Age-related macular degeneration (AMD) is a condition that impacts around 200 million people globally and can lead to legal blindness. It affects a critical part of the eye (the retina) that is essential for tasks such as reading and driving.
A recent study utilizing extensive patient databases has identified genetic and demographic elements that heighten the risk of developing AMD.
Published in Nature Genetics, this research involved a team of scientists collaborating with the Million Veteran Program (MVP) from the VA Office of Research and Development. This initiative encompasses a vast biobank of veterans recruited from over 60 U.S. Department of Veterans Affairs (VA) medical centers across the country, aimed at exploring the demographic, lifestyle, clinical, and genetic risk profiles associated with AMD.
The research examined over 287,000 veterans participating in the MVP, merging these findings with data from several other independent biobanks. This effort created the largest genetic study on AMD to date, notably incorporating populations of varied ancestry.

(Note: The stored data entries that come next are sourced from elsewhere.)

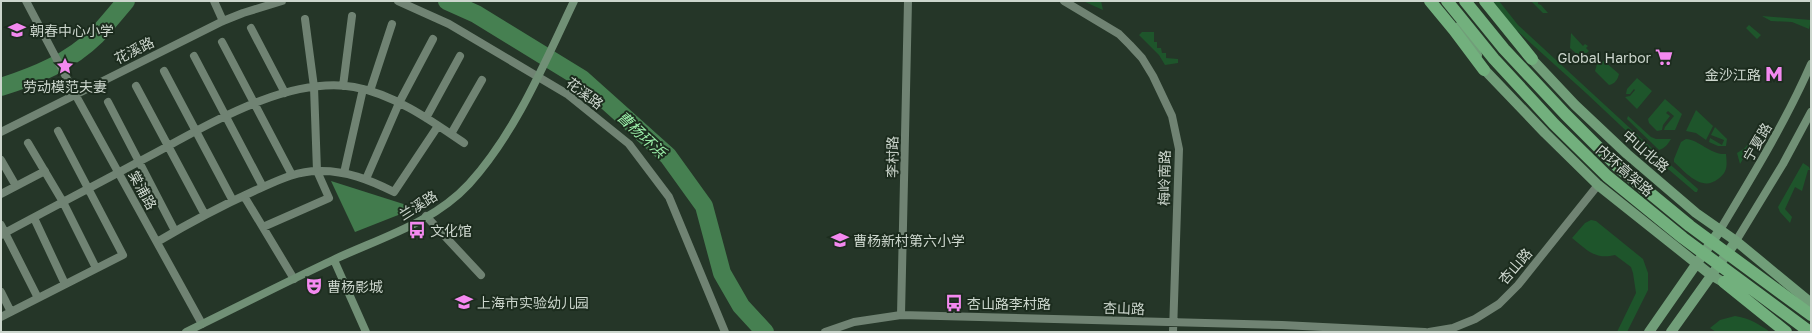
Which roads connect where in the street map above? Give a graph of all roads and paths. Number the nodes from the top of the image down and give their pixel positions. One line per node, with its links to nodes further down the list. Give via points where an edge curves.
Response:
1 (26, 1): 34 (street, 棠浦路)
2 (214, 1): 16 (street)
3 (282, 1): 16 (street, 花溪路)
4 (398, 1): 27 (street, 花溪路, via 449,24)
5 (574, 1): 27 (street, 兰溪路)
6 (908, 1): 87 (street, 李村路)
7 (1064, 1): 90 (street, 梅岭南路, via 1119,34 1130,45 1153,76 1172,116 1179,149)
8 (1423, 1): 25 (main road)
9 (1430, 1): 25 (highway)
10 (1437, 1): 25 (main road, via 1471,42)
11 (1447, 1): 103 (highway, 内环高架路, via 1494,59 1607,176 1682,238)
12 (1465, 1): 88 (highway, 内环高架路, via 1509,54 1617,166 1690,226)
13 (1484, 2): 23 (highway)
14 (352, 16): 30 (street)
15 (305, 19): 31 (street)
16 (223, 21): 34 (street, 花溪路)
17 (392, 24): 32 (street)
18 (251, 28): 33 (street)
19 (433, 39): 37 (street)
20 (222, 42): 36 (street)
21 (194, 56): 39 (street)
22 (460, 56): 40 (street)
23 (1532, 59): 70 (main road, 中山北路, via 1575,105 1627,154 1696,213)
24 (1811, 64): 70 (street, 宁夏路, via 1793,105 1767,153)
25 (1484, 70): 57 (main road)
26 (164, 71): 44 (street)
27 (537, 77): 66 (street, 兰溪路, via 514,122 488,162 467,185); 94 (street, 花溪路, via 567,94 629,144 669,197)
28 (482, 80): 45 (street)
29 (136, 86): 48 (street)
30 (343, 86): 31 (street); 32 (street)
31 (314, 88): 33 (street); 52 (street)
32 (367, 90): 37 (street); 54 (street)
33 (286, 93): 36 (street)
34 (75, 94): 43 (street, 花溪路); 53 (street, 棠浦路)
35 (108, 102): 50 (street)
36 (254, 104): 39 (street); 55 (street)
37 (399, 104): 40 (street); 56 (street)
38 (1811, 112): 73 (street)
39 (226, 117): 44 (street); 59 (street)
40 (426, 118): 41 (street)
41 (438, 126): 45 (street); 56 (street, via 394,192)
42 (58, 131): 60 (street)
43 (1, 132)
44 (196, 132): 48 (street); 63 (street)
45 (451, 134): 47 (street)
46 (28, 143): 51 (street)
47 (464, 143)
48 (168, 146): 50 (street); 65 (street)
49 (1, 160): 58 (street)
50 (139, 162): 53 (street); 71 (street)
51 (45, 171): 58 (street); 64 (street)
52 (317, 171): 54 (street); 55 (street); 69 (street, via 329,198)
53 (118, 173): 60 (street); 74 (street, 棠浦路)
54 (344, 173): 56 (street)
55 (292, 175): 59 (street)
56 (366, 179)
57 (1598, 185): 76 (main road); 98 (street, 杏山路, via 1518,285 1498,304 1475,319 1452,328)
58 (16, 186): 61 (street)
59 (263, 187): 62 (street)
60 (88, 189): 64 (street); 77 (street, via 123,255)
61 (1, 194)
62 (244, 196): 63 (street); 69 (street)
63 (233, 201): 65 (street)
64 (63, 202): 67 (street); 77 (street)
65 (204, 215): 71 (street)
66 (426, 216): 75 (street, 兰溪路, via 415,224); 78 (street)
67 (34, 218): 72 (street); 82 (street)
68 (1, 224): 72 (street)
69 (263, 227): 80 (street)
70 (1720, 230): 73 (main road, 中山北路); 76 (main road)
71 (175, 231): 74 (street)
72 (3, 234): 84 (street)
73 (1736, 241): 79 (main road); 85 (main road, 中山北路)
74 (157, 242): 91 (street, 棠浦路)
75 (334, 260): 80 (street, 兰溪路); 93 (street)
76 (1697, 262): 79 (main road); 99 (main road)
77 (96, 268): 82 (street)
78 (481, 275)
79 (1711, 275): 81 (main road); 100 (main road)
80 (294, 279): 91 (street, 兰溪路)
81 (1724, 282): 101 (highway); 102 (main road, via 1766,306)
82 (65, 284): 84 (street)
83 (1, 292): 86 (street)
84 (38, 298): 86 (street)
85 (1811, 303)
86 (11, 312): 89 (street)
87 (901, 314): 90 (street, 杏山路); 95 (street, 杏山路, via 854,322)
88 (1811, 315)
89 (1, 317)
90 (1173, 322): 96 (street, 梅岭南路); 97 (street, 杏山路)
91 (202, 324): 92 (street, 兰溪路)
92 (186, 332)
93 (366, 332)
94 (725, 332)
95 (825, 332)
96 (1173, 332)
97 (1425, 332)
98 (1429, 332)
99 (1649, 332)
100 (1671, 332)
101 (1786, 332)
102 (1800, 332)
103 (1810, 332)

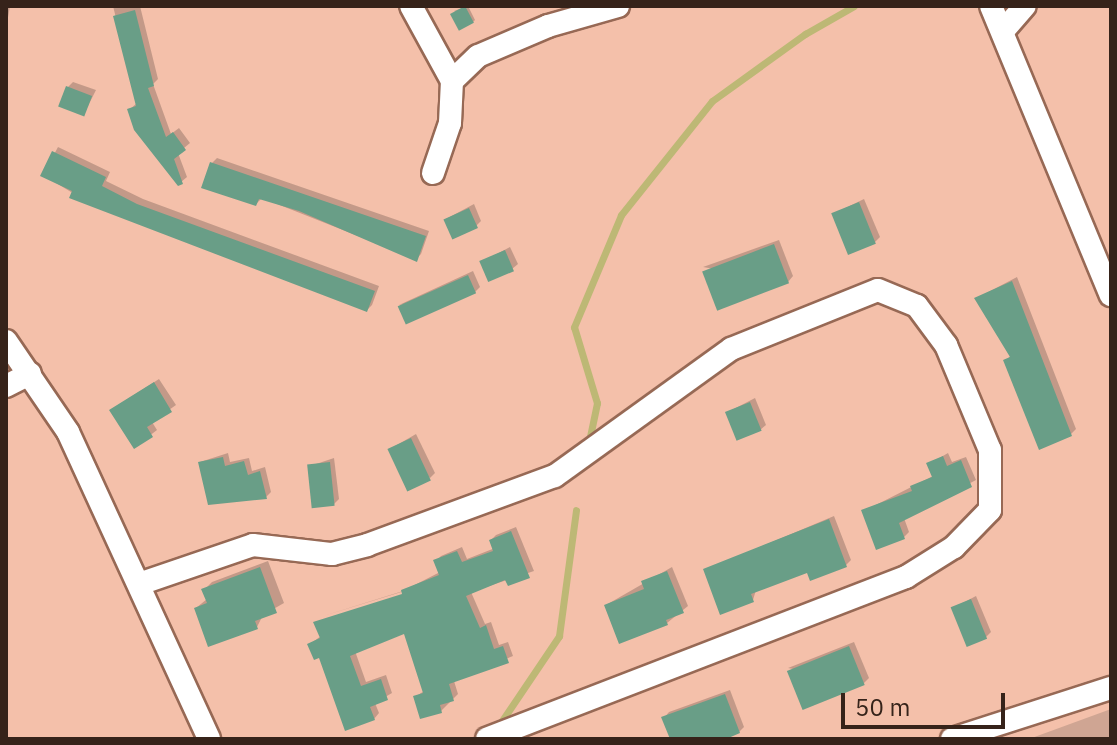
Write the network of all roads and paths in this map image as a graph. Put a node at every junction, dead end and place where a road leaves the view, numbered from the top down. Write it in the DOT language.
graph roads {
  1 [pos="411,6"];
  2 [pos="618,6"];
  3 [pos="991,6"];
  4 [pos="1025,6"];
  5 [pos="1003,31"];
  6 [pos="452,81"];
  7 [pos="433,173"];
  8 [pos="1111,295"];
  9 [pos="6,341"];
  10 [pos="30,374"];
  11 [pos="6,386"];
  12 [pos="142,583"];
  13 [pos="1111,688"];
  14 [pos="209,739"];
  15 [pos="487,739"];
  16 [pos="952,739"];
  1 -- 6 [label="street"];
  2 -- 6 [label="street"];
  3 -- 5 [label="street"];
  4 -- 5 [label="street"];
  5 -- 8 [label="street"];
  6 -- 7 [label="street"];
  9 -- 10 [label="street"];
  10 -- 11 [label="street"];
  10 -- 12 [label="street"];
  12 -- 14 [label="street"];
  12 -- 15 [label="street"];
  13 -- 16 [label="street"];
}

“A significant element of our study is the inclusion of veterans of African or Hispanic descent in the MVP — groups that have not been extensively examined in prior genetic investigations of AMD,” stated Sudha Iyengar, a professor and vice chair of research in the Department of Population and Quantitative Health Sciences at Case Western Reserve University School of Medicine. “This diverse participant group is an invaluable asset for uncovering insights that could lead to new treatments for AMD, a condition with limited effective therapies currently available.”
The shared genetic makeup of all human ancestral groups showcases distinct markers that indicate a higher risk of AMD in individuals of European ancestry compared to those with African or Hispanic backgrounds.
“By enlarging the study population,” Sudha explained, “the research yielded additional insights that helped pinpoint genetic markers, even those with subtle yet potentially significant biological roles in determining whether a person may develop AMD. The investigation also increased the number of identified genes associated with AMD, growing from 34 previously recognized to 60.”
Furthermore, the research affirmed earlier findings that a history of smoking and alcohol consumption elevates the risk of developing AMD. Despite approximately 90% of MVP participants being male, the researchers validated previous observations indicating that women are more vulnerable to AMD than men.
Sudha co-led this study alongside the late Robert Igo Jr., Dana Crawford, and Jessica Cooke Bailey at the School of Medicine. They partnered with Neal Peachey, the associate chief of staff for research at the VA Northeast Ohio Healthcare System and a professor of ophthalmic research at the Cleveland Clinic Cole Eye Institute. The study received support from grants awarded to Peachey by the VA Office of Research and Development.
Scientists from various VA medical centers contributed to the study, including Bryan Gorman and Saiju Pyarajan (both from the VA Boston Healthcare System), Christopher Halladay and Wun-Shieh Wu (both from Providence VA Medical Center), and Pannos Roussos and Georgios Vodulakis (both from Mt. Sinai and Bronx VA). “They played crucial roles in integrating data from different health systems, cohorts, and data types to enhance our understanding of AMD biology,” Sudha remarked.